Nubia: Real One is a 2021 young adult graphic novel written by L.L. McKinney and illustrated by Robyn Smith. It centers on Nubia, Wonder Woman's twin sister. The book is a coming-of-age story that follows Nubia's attempts to keep her friends safe while keeping her superhuman abilities a secret. Nubia: Real One was released on February 23, 2021.

== Plot ==
The story follows 17-year-old Nubia Johnson, who tries to conceal her superhuman strength and speed. Nubia is put to the test when she attempts to keep her friend safe.

== Background ==
McKinney pitched the idea for a graphic novel to DC Comics, as she was a fan of the character Nubia from childhood. Nubia is Wonder Woman's twin sister and DC's first black woman superhero. She has made scant appearances in Wonder Woman comics since her 1973 introduction and "did not get the widespread recognition as Wonder Woman but many diehard comic fans of color love her".

The book was written and produced by three Black women: writer L.L. McKinney, illustrator Robyn Smith (who is Afro-Caribbean), and colorist Brie Henderson.

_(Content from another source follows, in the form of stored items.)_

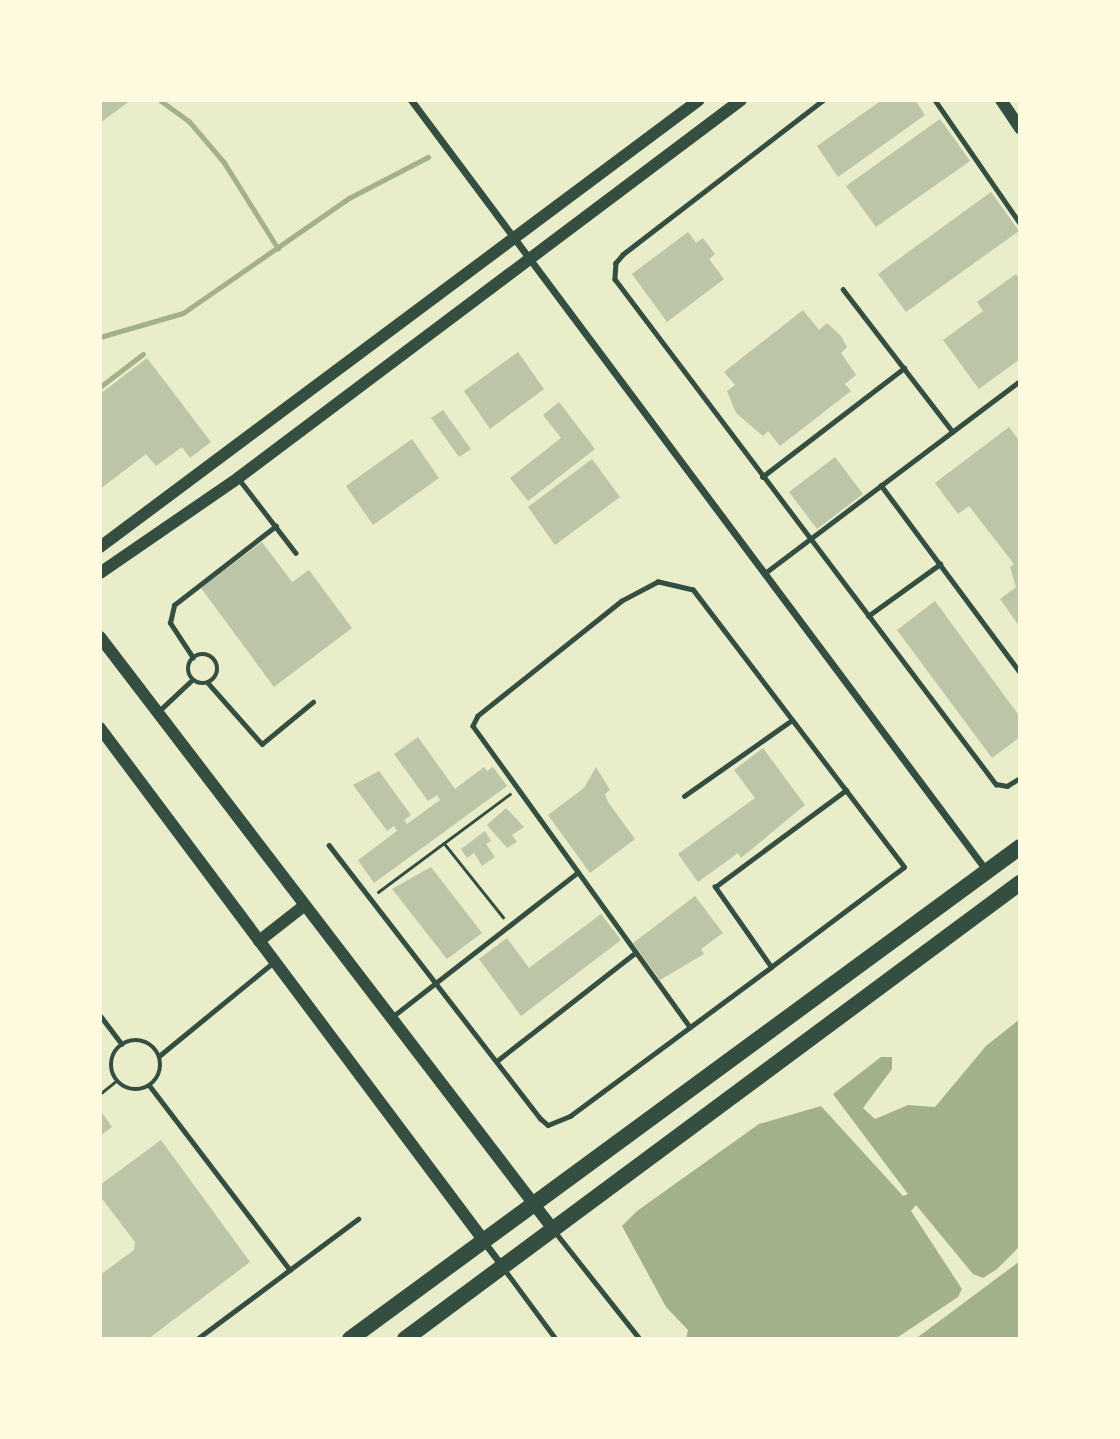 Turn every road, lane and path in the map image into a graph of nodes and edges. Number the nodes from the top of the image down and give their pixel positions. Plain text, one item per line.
1 (411, 100) edge
2 (699, 100) edge
3 (741, 100) edge
4 (824, 100) edge
5 (935, 100) edge
6 (1001, 100) edge
7 (1020, 128) edge
8 (1020, 223) edge
9 (514, 237) junction
10 (530, 257) junction
11 (843, 289) dead end
12 (904, 368) junction
13 (1020, 381) edge
14 (953, 432) junction
15 (762, 477) junction
16 (238, 478) junction
17 (881, 485) junction
18 (275, 526) junction
19 (810, 539) junction
20 (100, 547) edge
21 (296, 553) dead end
22 (940, 564) junction
23 (100, 573) edge
24 (765, 573) junction
25 (868, 616) junction
26 (100, 637) edge
27 (193, 657) junction
28 (1020, 672) edge
29 (192, 680) junction
30 (209, 684) junction
31 (313, 702) dead end
32 (159, 712) junction
33 (792, 720) junction
34 (100, 728) edge
35 (1020, 778) edge
36 (516, 790) junction
37 (846, 790) junction
38 (684, 796) dead end
39 (444, 843) junction
40 (329, 845) dead end
41 (1020, 847) edge
42 (987, 871) junction
43 (577, 873) junction
44 (1020, 883) edge
45 (369, 898) junction
46 (305, 905) junction
47 (510, 925) junction
48 (259, 941) junction
49 (635, 953) junction
50 (275, 962) junction
51 (771, 967) junction
52 (437, 983) junction
53 (100, 1015) edge
54 (391, 1018) junction
55 (690, 1027) junction
56 (122, 1044) junction
57 (159, 1056) junction
58 (498, 1060) junction
59 (116, 1081) junction
60 (150, 1086) junction
61 (100, 1094) edge
62 (535, 1205) junction
63 (358, 1219) dead end
64 (553, 1229) junction
65 (484, 1241) junction
66 (503, 1267) junction
67 (290, 1270) junction
68 (197, 1339) edge
69 (350, 1339) edge
70 (405, 1339) edge
71 (556, 1339) edge
72 (640, 1339) edge

1 - 9 street
2 - 9 street
3 - 10 street
4 - 15 lane
5 - 8 lane
6 - 7 street
9 - 10 street
9 - 20 street
10 - 16 street
10 - 24 street
11 - 12 lane
12 - 14 lane
12 - 15 lane
13 - 14 lane
14 - 17 lane
15 - 19 lane
16 - 18 lane
16 - 23 street
17 - 19 lane
17 - 22 lane
18 - 21 lane
18 - 27 lane
19 - 24 lane
19 - 25 lane
22 - 25 lane
22 - 28 lane
24 - 42 street
25 - 35 lane
26 - 32 street
27 - 29 lane
27 - 30 lane
29 - 30 lane
29 - 32 lane
30 - 31 lane
32 - 46 street
33 - 36 lane
33 - 37 lane
33 - 38 lane
34 - 48 street
36 - 39 path
36 - 43 lane
37 - 51 lane
37 - 51 lane
39 - 45 path
39 - 47 path
40 - 45 lane
41 - 42 highway
42 - 62 highway
43 - 47 lane
43 - 49 lane
44 - 64 highway
45 - 52 lane
46 - 48 street
46 - 54 street
47 - 52 lane
48 - 50 street
49 - 55 lane
49 - 58 lane
50 - 57 lane
50 - 65 street
51 - 55 lane
52 - 54 lane
52 - 58 lane
53 - 56 lane
54 - 62 street
55 - 58 lane
56 - 57 lane
56 - 59 lane
57 - 60 lane
59 - 60 lane
59 - 61 path
60 - 67 lane
62 - 64 street
62 - 65 highway
63 - 67 lane
64 - 66 highway
64 - 72 lane
65 - 66 street
65 - 69 highway
66 - 70 highway
66 - 71 lane
67 - 68 lane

McKinney said of the significance of centering a story about a black woman and described her depiction of Nubia as "strong, powerful, vulnerable, provided for, and most importantly, loved".

== Publication history ==
The book was released by DC Comics on February 23, 2021.

A sequel, titled Nubia: Too Real, was released on September 2, 2025.

== Critical reception ==
In a starred review, Publishers Weekly wrote: "Nubia's humorous awkwardness will resonate as readers marvel at her strength and sense of duty in a world that fails to protect her". Nubia: Real One also received positive reviews from Common Sense Media, NPR, and School Library Journal.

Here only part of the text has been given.